As for Kathleen, she advocates tirelessly for pediatric cancer research to anyone who will listen.

“There have been just two new pediatric cancer drugs approved by the FDA in the last two decades,” she laments. “The drugs they give our kids aren’t designed for kids. We get the hand-me-downs, which in turn destroy their little bodies. It’s ‘survival with a price’ for the ones lucky enough to survive.”

Kathleen’s advocacy has led her to get involved in various cancer awareness organizations and activities designed to support pediatric cancer patients and their families. In 2011, she shaved her head for the St. Baldrick’s Foundation, a volunteer-driven charity that funds more in childhood cancer research grants than any organization except the U.S. government. She is also active in 46 Mommas, a St. Baldrick’s group named for the approximately 46 mothers of school-aged children told each day that their child has cancer. She has traveled as part of that group to talk to members of Congress about the need for greater research funding.

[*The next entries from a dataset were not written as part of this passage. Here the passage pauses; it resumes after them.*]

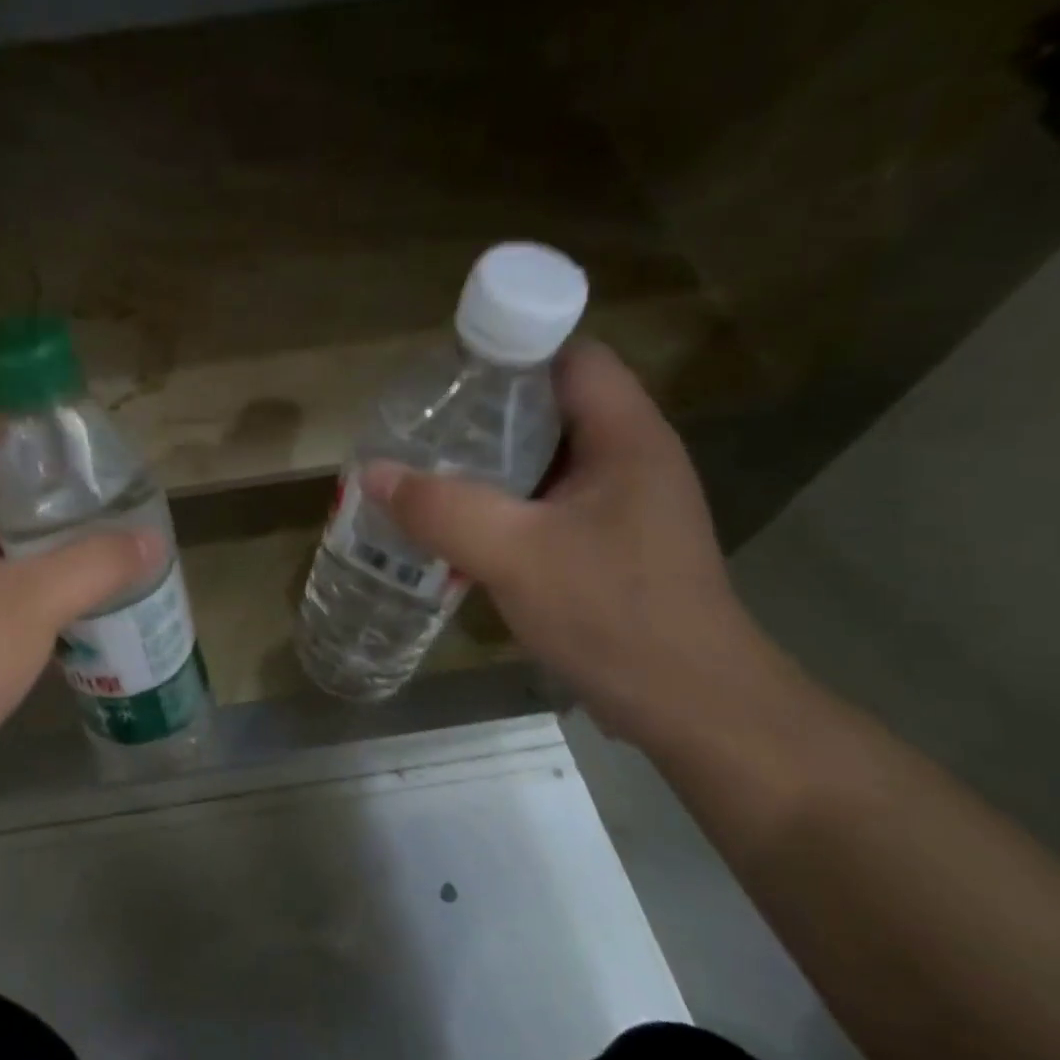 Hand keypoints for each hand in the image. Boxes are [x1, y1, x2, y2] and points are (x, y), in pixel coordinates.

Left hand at [0, 426, 158, 897]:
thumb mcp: (30, 606)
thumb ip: (94, 565)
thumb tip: (154, 540)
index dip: (17, 428)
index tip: (72, 437)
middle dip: (30, 486)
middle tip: (90, 489)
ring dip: (20, 535)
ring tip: (80, 532)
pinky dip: (6, 573)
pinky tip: (48, 590)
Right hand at [364, 339, 782, 742]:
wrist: (688, 706)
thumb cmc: (613, 614)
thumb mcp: (515, 555)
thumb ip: (441, 509)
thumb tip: (371, 473)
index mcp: (625, 437)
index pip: (570, 359)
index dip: (511, 352)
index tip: (446, 374)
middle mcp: (629, 459)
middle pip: (551, 407)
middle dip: (484, 414)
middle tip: (419, 428)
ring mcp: (621, 505)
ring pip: (544, 461)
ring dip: (488, 464)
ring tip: (424, 472)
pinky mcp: (608, 545)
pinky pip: (545, 504)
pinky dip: (501, 506)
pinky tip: (457, 527)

“I’d like to see the day when cancer is much like other diseases, easily and quickly eradicated,” she says. “The children you love, who could be diagnosed tomorrow, are worth so much more than the miniscule amount that is tossed their way in research funding each year. Action is necessary in this battle, be it a donation of money or writing a letter to our government reps, and I want to be the kindle that lights that flame.”